According to Minter, he was negotiating with Atari a while back to try and work something out, but to no avail.
“I even thought maybe they might be interested in my doing updated versions of some of the other Atari IP,” he said.
“After all i do have a track record of doing decent reworkings of old games like theirs and I'd've really enjoyed a crack at some of those old things.
“However they never gave an inch and just continued with threats and bullying."
So yeah all the stuff we had ready or near ready will now never see the light of day.No TxK PC, PS4, Oculus, GearVR, Android. Thank "Atari".
— Jeff Minter (@llamasoft_ox) March 18, 2015
it's achingly sad because I *loved* Atari. Getting to work there, and creating one of their last great games, was such a joy for me.
— Jeff Minter (@llamasoft_ox) March 18, 2015
But I could never have imagined one day being savaged by its undead corpse, my own seminal work turned against me. I am beyond disgusted.
— Jeff Minter (@llamasoft_ox) March 18, 2015
Speaking with Game Informer, Atari denied that it legal action was underway, but suggested that TxK was a blatant Tempest 2000 rip-off.
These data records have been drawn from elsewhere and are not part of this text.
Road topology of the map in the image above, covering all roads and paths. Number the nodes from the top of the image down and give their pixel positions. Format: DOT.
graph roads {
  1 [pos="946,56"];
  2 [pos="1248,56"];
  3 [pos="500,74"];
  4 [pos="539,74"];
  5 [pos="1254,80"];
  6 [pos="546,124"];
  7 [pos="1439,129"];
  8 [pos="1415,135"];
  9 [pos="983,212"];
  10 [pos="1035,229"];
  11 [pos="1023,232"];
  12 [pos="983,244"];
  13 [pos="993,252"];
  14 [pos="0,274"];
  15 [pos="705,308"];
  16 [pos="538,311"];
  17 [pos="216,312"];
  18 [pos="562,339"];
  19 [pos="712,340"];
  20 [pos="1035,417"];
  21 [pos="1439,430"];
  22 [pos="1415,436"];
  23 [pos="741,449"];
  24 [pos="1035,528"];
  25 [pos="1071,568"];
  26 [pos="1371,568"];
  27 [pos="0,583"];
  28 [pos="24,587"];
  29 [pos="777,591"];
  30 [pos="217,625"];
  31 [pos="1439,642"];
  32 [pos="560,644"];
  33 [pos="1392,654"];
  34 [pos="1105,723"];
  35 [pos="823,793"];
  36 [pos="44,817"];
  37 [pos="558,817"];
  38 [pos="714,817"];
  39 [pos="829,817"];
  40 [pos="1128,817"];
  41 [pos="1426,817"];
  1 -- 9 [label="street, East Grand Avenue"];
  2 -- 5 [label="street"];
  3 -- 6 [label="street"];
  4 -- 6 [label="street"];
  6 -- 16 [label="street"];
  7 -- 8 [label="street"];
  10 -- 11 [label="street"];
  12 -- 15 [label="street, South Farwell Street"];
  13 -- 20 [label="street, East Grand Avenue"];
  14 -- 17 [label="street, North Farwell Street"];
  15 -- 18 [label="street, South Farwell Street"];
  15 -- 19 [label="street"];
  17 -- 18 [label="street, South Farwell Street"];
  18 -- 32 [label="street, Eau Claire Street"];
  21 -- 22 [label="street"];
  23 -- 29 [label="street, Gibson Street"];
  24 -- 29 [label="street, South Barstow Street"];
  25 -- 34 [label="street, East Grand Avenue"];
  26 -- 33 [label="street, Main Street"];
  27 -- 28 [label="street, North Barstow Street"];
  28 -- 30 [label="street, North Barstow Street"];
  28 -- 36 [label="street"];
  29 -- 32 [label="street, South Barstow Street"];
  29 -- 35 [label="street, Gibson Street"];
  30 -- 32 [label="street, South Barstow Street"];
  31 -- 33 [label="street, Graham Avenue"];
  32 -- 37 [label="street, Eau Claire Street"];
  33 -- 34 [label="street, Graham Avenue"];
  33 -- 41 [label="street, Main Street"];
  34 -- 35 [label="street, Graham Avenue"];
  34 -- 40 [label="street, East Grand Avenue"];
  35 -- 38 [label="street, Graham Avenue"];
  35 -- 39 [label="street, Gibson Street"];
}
“Atari values and protects its intellectual property and expects others to respect its copyrights and trademarks,” it said in a statement.
“When Llamasoft launched TxK in early 2014, Atari was surprised and dismayed by the very close similarities between TxK and the Tempest franchise.
“Atari was not alone in noticing the incredible likeness between the titles. Several major gaming outlets also remarked at the similarity of features and overall appearance of TxK to Tempest; one stated of TxK, ‘This is essentially Tempest.’
“There is no lawsuit. Atari has been in continuous contact with the developer since the game launched in hopes that the matter would be resolved.”
Minter denies that last point, and believes he's being singled out while Atari allows direct clones of Tempest 2000 in app stores.
"I can only think that I am being singled out for hostile treatment precisely because I am the original creator of Tempest 2000," he said.
"To be turned on by a bunch of strangers bearing the name of a company I once loved, and to have my own seminal work used as a weapon against me, is beyond sickening. These people are despicable."
"The lawyers' letter is also comedically disingenuous and is bizarrely couched in terms which seek to imply that I had only a minor role in the creation of a game that I coded and designed entirely myself and which is known as one of my seminal works," he added.
"Given such a bizarre and blatant attempt to diminish my role in the creation of my own game I do not feel inclined to trust or deal with such people as representatives of fake-Atari. I do not consider threatening letters from lawyers to be 'contact with the developer' by fake-Atari. Let them speak to me face to face."
Minter also accused Atari of renaming the PlayStation port of Tempest 2000 to Tempest X in order to avoid paying him royalties.